ACTION ITEM: The pictures get dropped, while every remaining part of the listing is copied exactly.
========
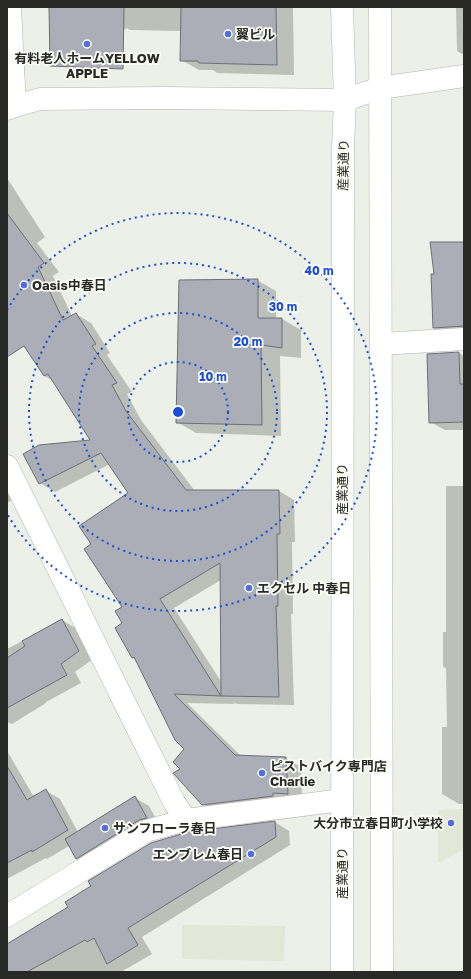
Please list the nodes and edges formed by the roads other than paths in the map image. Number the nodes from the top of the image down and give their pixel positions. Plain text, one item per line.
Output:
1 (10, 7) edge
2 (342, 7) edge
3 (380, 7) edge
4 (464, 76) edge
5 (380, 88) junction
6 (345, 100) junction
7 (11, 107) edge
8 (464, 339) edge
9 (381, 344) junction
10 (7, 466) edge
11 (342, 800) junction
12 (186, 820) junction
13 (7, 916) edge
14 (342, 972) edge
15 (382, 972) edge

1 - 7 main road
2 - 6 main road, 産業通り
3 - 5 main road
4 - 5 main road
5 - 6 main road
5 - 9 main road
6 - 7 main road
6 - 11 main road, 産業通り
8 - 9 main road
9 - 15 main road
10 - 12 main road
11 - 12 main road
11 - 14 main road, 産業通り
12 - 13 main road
========
EXERCISE RESULT:
Please list the nodes and edges formed by the roads other than paths in the map image. Number the nodes from the top of the image down and give their pixel positions. Plain text, one item per line.
Output:
1 (10, 7) edge
2 (342, 7) edge
3 (380, 7) edge
4 (464, 76) edge
5 (380, 88) junction
6 (345, 100) junction
7 (11, 107) edge
8 (464, 339) edge
9 (381, 344) junction
10 (7, 466) edge
11 (342, 800) junction
12 (186, 820) junction
13 (7, 916) edge
14 (342, 972) edge
15 (382, 972) edge

1 - 7 main road
2 - 6 main road, 産業通り
3 - 5 main road
4 - 5 main road
5 - 6 main road
5 - 9 main road
6 - 7 main road
6 - 11 main road, 産業通り
8 - 9 main road
9 - 15 main road
10 - 12 main road
11 - 12 main road
11 - 14 main road, 産業通り
12 - 13 main road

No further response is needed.